───── Material for the task ─────

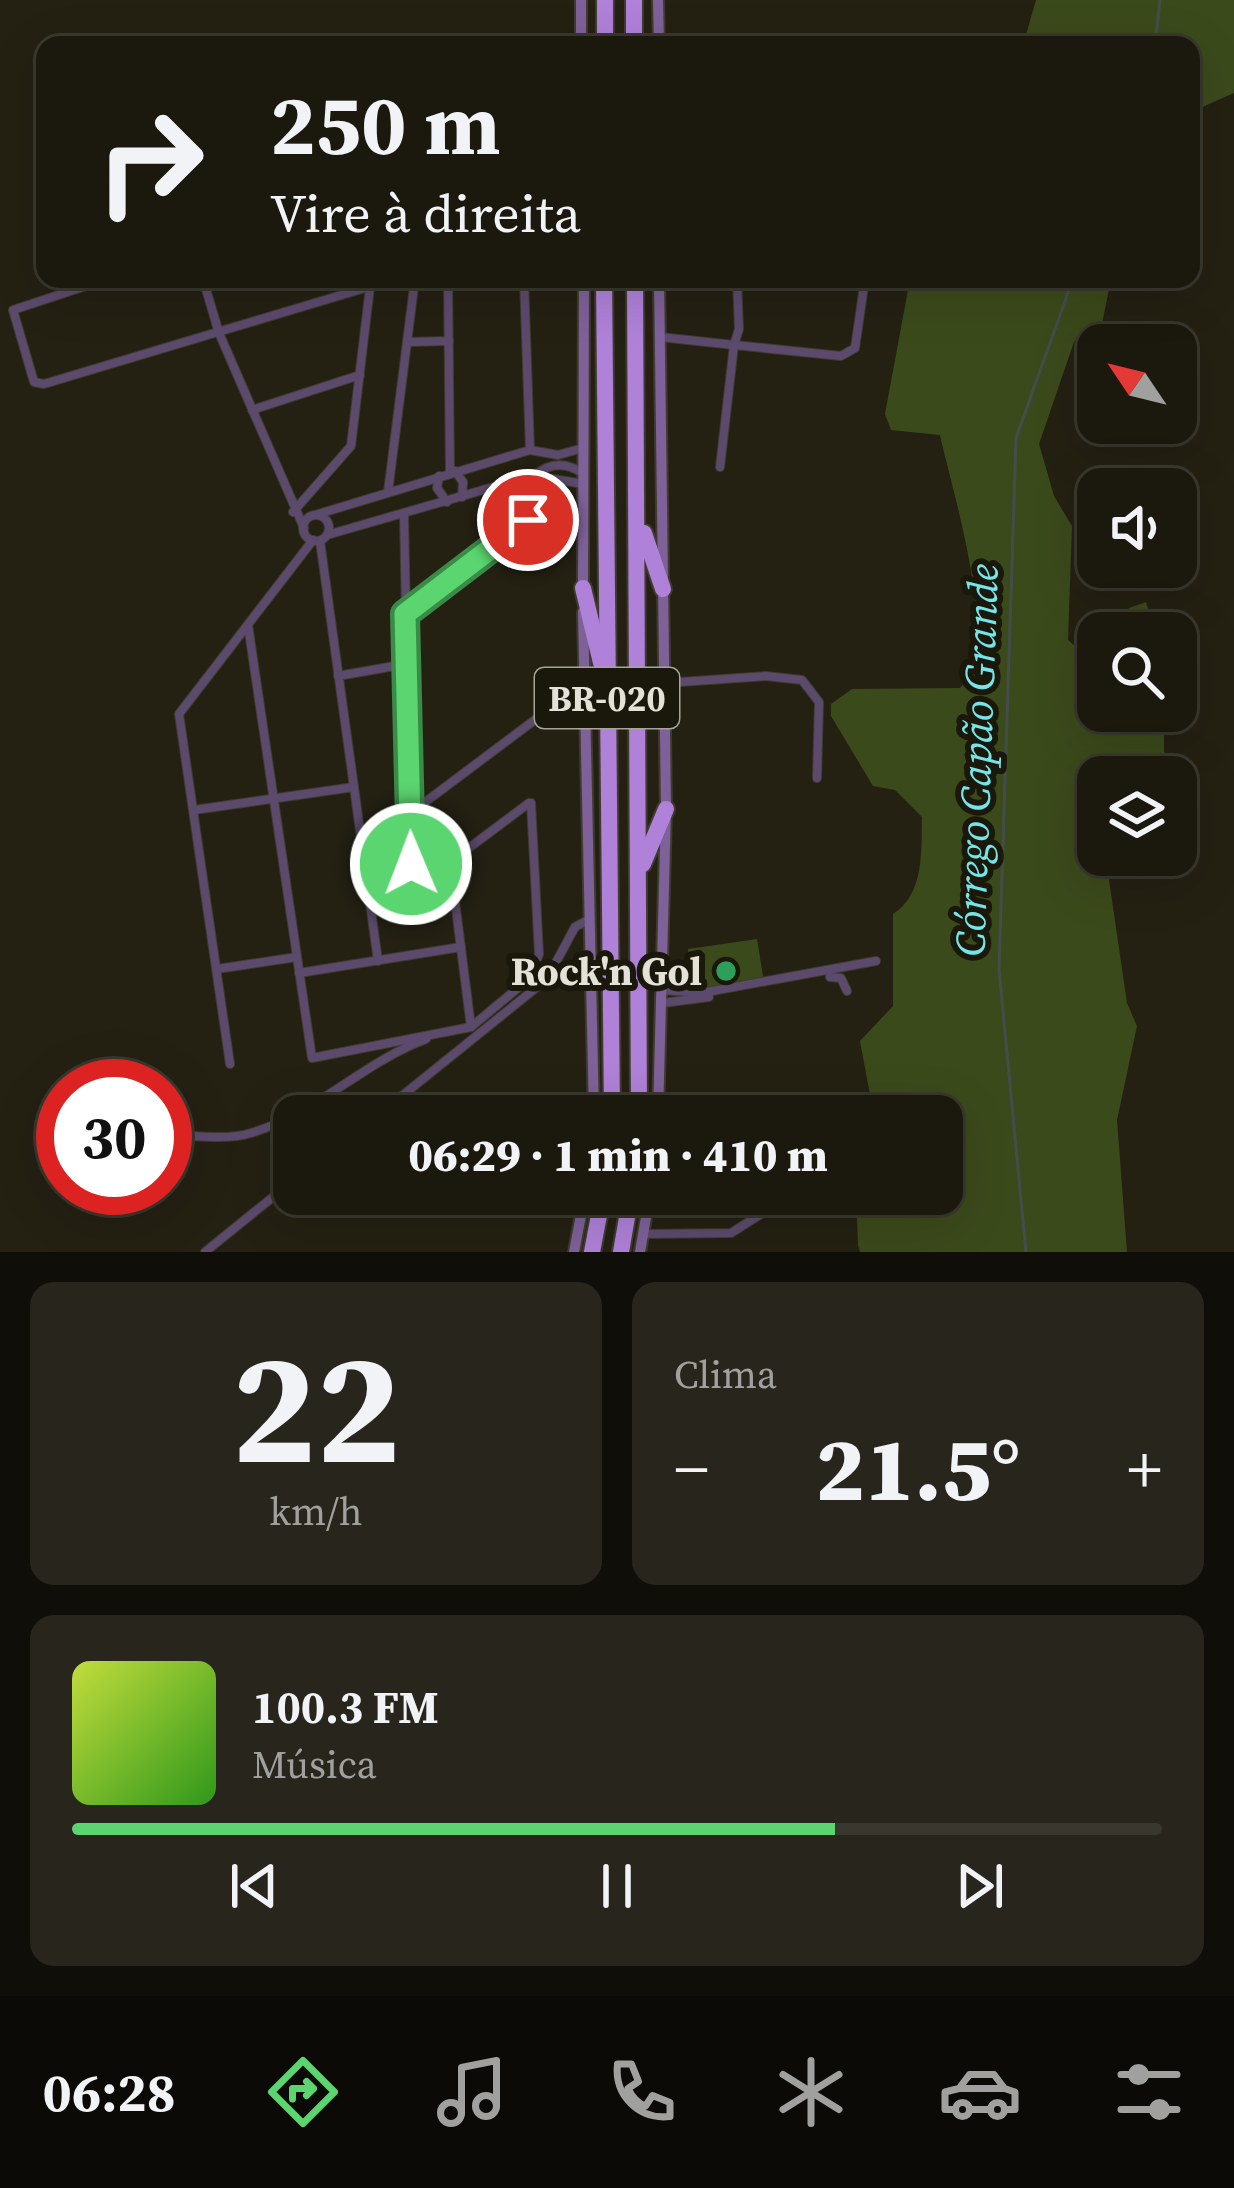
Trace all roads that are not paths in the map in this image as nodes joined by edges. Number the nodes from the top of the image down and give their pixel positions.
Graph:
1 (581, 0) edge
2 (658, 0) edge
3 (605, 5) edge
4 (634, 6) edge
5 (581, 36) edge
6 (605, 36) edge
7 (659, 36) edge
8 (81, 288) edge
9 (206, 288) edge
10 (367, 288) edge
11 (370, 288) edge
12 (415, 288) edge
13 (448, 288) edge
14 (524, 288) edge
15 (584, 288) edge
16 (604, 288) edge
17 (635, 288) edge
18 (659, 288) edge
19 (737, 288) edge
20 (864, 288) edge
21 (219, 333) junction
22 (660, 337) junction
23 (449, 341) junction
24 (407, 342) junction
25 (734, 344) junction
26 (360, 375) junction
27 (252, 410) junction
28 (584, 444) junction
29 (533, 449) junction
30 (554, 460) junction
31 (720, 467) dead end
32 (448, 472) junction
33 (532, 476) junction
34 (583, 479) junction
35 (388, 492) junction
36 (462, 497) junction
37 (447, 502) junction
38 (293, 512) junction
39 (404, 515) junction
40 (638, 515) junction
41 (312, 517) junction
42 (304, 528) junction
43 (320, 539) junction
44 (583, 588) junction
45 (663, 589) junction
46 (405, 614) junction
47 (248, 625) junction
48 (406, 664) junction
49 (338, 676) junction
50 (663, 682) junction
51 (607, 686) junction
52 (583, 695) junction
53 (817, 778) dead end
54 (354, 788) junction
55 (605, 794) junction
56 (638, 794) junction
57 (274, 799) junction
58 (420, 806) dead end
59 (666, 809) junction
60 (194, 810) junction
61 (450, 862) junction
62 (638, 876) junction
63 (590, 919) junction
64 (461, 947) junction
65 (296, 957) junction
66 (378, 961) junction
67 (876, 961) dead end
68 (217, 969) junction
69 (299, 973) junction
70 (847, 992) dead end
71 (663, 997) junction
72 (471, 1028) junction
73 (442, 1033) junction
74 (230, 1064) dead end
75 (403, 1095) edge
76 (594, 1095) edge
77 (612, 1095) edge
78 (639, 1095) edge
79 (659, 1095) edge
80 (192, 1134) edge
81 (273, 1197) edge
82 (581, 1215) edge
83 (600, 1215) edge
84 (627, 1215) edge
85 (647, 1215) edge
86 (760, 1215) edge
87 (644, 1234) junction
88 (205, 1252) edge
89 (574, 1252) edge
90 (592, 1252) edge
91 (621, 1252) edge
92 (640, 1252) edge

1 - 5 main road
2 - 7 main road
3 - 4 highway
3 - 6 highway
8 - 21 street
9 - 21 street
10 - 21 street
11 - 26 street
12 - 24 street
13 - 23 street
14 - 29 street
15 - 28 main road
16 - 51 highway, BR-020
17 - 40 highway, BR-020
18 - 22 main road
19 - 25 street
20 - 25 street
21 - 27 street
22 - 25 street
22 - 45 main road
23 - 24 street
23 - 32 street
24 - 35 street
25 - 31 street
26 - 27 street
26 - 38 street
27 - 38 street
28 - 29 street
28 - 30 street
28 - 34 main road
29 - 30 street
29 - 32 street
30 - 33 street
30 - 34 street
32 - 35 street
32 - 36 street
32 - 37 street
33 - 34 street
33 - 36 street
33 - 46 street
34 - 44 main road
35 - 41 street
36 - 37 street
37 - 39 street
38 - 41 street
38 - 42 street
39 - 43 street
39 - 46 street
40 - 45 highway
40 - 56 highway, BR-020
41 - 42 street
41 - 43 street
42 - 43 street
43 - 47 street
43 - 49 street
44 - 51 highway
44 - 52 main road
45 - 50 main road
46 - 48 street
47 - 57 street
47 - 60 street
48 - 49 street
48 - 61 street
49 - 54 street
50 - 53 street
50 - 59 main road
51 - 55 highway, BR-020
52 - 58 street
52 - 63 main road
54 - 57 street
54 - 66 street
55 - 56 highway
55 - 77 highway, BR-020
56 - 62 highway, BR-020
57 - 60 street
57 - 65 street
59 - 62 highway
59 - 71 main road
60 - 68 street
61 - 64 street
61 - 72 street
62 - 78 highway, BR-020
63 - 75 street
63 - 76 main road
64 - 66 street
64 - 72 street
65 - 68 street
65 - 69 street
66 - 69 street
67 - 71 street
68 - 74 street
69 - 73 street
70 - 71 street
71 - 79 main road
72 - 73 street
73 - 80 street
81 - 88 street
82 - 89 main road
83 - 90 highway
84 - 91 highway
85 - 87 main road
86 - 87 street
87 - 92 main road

─────

Exercise prompt: Check each line of the data above for the word "dead" and copy the ones where it is found.

Exercise answer:
31 (720, 467) dead end
53 (817, 778) dead end
58 (420, 806) dead end
67 (876, 961) dead end
70 (847, 992) dead end
74 (230, 1064) dead end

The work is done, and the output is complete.